(Stored items from a collection)
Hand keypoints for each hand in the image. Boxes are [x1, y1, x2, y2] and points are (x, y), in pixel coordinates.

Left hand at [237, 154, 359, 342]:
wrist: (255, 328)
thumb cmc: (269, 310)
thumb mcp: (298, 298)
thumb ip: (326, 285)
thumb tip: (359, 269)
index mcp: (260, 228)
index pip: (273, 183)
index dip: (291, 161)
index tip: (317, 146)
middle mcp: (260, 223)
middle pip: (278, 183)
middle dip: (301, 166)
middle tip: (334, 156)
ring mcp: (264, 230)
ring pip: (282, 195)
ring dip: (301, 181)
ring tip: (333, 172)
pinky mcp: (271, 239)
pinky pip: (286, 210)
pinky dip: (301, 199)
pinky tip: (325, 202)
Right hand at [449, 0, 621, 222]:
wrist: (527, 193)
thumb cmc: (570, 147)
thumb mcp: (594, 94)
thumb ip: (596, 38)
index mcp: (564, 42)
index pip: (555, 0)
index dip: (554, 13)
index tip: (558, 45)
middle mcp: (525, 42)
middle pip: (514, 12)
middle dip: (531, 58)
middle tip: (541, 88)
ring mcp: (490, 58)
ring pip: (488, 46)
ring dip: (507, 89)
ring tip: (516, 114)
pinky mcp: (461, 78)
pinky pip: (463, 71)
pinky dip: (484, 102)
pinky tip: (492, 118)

==

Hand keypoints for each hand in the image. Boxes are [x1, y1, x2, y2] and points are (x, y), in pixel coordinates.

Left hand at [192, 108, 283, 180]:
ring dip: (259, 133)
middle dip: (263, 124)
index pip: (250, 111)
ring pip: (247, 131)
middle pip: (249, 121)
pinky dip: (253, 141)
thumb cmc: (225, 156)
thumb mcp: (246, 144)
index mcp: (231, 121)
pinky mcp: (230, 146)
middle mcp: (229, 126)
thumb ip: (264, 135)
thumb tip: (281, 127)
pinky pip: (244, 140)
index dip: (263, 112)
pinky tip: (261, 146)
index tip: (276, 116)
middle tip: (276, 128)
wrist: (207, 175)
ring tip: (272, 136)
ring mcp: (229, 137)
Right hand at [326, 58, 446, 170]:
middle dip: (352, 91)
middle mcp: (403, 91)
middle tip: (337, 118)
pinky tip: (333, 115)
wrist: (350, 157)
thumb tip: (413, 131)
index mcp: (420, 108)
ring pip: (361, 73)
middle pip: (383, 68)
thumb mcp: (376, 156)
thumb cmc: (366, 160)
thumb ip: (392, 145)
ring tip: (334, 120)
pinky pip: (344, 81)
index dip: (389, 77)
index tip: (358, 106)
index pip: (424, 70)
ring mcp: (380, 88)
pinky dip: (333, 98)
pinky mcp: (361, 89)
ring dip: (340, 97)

§ EXERCISE AIM: In the data above, find each line that uses the string "hand". Copy it.

§ TASK RESULT:
Hand keypoints for each hand in the image. Boxes are [x1, y1, x2, y2] and points are (x, y), in pixel coordinates.
Left hand at [237, 154, 359, 342]:
Right hand at [449, 0, 621, 222]:
Hand keypoints for each hand in the image. Boxes are [x1, y1, x2, y2] and points are (x, y), in pixel coordinates.
Left hand at [192, 108, 283, 180]:
Right hand at [326, 58, 446, 170]:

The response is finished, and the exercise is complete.